→ Task details
Below are the entries to work from; restate word for word the portion that opens with the line containing "position:absolute; width:20px; height:20px;" and closes with the line containing "display:flex; align-items:center; justify-content:space-between;", keeping both.

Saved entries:
● ● ●
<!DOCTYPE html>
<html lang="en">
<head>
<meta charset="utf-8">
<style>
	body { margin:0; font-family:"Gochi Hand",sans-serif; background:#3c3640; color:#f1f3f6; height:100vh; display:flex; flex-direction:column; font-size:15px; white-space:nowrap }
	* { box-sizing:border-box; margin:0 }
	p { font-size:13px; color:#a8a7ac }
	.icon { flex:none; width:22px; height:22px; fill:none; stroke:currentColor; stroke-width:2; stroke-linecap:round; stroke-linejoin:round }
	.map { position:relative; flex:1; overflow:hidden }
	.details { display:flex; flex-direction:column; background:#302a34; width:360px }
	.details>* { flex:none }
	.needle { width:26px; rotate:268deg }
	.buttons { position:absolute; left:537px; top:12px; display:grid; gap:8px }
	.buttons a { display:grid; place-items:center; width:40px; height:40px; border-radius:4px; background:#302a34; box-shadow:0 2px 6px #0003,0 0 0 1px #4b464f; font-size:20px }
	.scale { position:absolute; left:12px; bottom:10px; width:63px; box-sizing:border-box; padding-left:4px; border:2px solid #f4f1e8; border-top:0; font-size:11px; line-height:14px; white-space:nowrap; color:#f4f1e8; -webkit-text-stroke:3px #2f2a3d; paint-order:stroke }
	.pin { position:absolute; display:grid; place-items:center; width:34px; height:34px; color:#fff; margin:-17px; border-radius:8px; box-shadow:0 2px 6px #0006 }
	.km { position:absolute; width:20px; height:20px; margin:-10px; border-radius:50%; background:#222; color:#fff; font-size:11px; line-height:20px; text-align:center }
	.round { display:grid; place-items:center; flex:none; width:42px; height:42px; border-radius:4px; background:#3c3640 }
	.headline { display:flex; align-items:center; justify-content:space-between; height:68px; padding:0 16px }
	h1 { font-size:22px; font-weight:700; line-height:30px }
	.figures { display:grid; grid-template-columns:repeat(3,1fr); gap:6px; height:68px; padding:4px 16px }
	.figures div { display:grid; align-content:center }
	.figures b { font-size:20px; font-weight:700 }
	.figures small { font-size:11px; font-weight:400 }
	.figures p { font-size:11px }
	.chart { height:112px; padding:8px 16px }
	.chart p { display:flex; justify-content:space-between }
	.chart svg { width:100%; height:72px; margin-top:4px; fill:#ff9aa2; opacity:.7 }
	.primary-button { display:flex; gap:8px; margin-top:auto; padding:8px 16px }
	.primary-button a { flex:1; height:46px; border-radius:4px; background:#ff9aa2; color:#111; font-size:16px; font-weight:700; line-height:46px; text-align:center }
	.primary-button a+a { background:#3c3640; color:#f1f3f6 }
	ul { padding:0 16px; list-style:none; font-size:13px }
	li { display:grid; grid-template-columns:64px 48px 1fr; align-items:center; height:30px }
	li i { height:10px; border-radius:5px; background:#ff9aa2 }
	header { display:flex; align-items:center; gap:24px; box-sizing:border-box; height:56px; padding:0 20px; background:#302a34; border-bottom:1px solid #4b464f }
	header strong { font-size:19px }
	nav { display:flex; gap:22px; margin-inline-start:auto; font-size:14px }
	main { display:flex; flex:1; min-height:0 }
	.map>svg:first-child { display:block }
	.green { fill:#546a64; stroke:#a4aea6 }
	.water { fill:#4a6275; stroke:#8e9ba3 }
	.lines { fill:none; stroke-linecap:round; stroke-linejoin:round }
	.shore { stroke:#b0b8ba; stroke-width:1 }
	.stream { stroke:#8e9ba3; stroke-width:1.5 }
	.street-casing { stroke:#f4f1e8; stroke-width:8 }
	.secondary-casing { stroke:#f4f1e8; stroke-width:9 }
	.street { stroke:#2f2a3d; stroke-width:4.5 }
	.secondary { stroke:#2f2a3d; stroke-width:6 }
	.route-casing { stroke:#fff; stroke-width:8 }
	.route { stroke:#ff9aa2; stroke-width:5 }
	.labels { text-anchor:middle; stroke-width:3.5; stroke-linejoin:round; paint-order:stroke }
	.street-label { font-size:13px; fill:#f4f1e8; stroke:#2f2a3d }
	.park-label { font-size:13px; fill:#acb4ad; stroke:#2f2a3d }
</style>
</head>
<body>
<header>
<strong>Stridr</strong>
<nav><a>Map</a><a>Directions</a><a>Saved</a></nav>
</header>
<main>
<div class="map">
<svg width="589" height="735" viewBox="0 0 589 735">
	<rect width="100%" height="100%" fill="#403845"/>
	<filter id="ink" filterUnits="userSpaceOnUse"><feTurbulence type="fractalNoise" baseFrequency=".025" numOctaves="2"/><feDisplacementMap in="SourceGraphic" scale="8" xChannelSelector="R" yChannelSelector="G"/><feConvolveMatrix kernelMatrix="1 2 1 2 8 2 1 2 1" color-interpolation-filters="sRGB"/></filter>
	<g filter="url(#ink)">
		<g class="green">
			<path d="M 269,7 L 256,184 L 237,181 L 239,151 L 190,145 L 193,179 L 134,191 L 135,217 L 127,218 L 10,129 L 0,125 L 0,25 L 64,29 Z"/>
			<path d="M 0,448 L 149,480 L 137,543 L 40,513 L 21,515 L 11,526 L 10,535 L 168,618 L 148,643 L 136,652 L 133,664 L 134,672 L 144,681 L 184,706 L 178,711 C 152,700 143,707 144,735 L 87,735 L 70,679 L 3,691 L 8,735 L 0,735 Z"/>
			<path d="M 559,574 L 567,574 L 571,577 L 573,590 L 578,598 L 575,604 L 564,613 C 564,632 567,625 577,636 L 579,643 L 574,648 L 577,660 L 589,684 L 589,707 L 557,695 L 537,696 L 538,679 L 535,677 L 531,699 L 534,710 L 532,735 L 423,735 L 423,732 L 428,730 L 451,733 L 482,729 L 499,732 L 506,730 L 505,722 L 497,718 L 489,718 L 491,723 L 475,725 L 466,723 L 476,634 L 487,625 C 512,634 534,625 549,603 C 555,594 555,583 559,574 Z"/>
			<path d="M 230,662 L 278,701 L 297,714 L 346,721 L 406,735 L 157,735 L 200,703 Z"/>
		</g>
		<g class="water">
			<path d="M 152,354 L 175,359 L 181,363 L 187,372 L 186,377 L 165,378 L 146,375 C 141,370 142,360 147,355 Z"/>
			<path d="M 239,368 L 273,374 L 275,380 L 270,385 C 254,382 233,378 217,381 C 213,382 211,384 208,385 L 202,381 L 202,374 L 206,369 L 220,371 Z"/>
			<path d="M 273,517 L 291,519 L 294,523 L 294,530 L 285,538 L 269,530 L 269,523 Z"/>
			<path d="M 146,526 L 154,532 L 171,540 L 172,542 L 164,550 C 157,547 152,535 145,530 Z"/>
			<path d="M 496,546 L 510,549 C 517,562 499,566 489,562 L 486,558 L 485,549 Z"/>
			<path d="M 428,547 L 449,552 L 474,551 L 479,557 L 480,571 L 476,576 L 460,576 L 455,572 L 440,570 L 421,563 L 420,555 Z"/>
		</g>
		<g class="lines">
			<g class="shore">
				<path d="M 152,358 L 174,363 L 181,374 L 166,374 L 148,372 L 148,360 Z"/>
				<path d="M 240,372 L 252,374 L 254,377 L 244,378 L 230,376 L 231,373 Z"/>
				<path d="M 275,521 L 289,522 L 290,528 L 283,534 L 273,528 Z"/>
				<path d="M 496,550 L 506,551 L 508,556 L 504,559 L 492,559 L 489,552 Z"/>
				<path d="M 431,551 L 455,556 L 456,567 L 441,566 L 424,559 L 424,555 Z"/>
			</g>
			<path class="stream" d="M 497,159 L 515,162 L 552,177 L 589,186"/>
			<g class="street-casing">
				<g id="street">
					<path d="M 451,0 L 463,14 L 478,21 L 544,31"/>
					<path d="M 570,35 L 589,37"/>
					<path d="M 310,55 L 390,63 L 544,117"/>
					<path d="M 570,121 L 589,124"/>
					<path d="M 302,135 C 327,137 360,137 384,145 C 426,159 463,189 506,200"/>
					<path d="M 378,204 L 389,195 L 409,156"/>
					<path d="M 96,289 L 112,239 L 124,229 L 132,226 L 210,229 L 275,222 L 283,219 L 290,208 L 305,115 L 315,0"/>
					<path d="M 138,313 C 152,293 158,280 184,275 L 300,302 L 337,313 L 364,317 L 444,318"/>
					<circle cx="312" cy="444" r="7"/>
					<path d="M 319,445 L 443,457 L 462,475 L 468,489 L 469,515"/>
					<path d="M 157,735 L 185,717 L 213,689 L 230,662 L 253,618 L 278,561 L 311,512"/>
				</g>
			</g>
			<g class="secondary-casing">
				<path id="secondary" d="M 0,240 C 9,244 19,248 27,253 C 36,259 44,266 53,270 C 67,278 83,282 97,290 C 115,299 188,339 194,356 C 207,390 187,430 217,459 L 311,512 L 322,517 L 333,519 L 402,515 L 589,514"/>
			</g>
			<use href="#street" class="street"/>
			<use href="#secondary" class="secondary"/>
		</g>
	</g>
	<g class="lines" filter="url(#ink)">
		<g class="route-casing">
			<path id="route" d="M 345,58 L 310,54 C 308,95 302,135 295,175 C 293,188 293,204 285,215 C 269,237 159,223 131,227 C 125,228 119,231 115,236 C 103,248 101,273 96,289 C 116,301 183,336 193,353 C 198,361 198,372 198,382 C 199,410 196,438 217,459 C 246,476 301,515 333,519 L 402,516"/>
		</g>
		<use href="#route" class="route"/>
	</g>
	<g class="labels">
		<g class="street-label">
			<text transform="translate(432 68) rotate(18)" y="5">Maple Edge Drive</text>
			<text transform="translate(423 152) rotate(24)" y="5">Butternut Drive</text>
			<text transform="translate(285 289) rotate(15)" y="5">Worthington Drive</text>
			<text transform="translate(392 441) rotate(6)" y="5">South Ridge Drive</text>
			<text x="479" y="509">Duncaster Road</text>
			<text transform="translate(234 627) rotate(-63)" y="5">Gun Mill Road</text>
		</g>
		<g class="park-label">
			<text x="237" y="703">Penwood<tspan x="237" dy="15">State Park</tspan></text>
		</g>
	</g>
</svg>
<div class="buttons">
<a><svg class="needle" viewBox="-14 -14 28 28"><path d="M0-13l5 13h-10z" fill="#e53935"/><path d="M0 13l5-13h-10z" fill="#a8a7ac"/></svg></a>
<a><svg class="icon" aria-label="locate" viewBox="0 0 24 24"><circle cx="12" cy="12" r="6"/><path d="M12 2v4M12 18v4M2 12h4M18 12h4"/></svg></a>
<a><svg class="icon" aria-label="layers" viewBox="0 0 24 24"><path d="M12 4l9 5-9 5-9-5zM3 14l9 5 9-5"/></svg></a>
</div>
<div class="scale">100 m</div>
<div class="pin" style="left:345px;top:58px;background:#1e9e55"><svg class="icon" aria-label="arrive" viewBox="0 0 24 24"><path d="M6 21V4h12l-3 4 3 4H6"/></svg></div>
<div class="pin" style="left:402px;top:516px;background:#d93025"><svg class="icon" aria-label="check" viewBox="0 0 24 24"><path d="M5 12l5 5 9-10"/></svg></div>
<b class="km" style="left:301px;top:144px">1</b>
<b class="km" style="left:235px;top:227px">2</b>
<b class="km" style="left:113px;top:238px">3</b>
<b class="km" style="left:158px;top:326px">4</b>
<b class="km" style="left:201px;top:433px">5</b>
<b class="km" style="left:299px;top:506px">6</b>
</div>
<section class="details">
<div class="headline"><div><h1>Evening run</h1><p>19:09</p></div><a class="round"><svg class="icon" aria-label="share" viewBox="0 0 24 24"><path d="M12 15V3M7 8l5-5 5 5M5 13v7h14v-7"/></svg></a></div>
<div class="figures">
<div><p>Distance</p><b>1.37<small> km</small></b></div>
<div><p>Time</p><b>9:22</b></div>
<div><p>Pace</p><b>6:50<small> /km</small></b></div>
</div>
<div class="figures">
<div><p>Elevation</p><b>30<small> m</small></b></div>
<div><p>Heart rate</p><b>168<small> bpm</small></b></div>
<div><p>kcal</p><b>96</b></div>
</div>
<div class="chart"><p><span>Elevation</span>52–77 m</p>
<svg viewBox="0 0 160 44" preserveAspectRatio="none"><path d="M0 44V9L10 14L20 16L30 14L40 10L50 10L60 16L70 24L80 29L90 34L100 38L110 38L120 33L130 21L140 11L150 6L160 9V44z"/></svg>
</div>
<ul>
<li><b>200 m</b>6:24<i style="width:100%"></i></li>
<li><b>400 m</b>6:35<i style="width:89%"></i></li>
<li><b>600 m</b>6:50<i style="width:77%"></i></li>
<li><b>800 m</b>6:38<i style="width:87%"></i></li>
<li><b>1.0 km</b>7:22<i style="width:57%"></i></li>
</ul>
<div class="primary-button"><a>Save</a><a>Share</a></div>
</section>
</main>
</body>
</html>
● ● ●
→ Task response
	.km { position:absolute; width:20px; height:20px; margin:-10px; border-radius:50%; background:#222; color:#fff; font-size:11px; line-height:20px; text-align:center }
	.round { display:grid; place-items:center; flex:none; width:42px; height:42px; border-radius:4px; background:#3c3640 }
	.headline { display:flex; align-items:center; justify-content:space-between; height:68px; padding:0 16px }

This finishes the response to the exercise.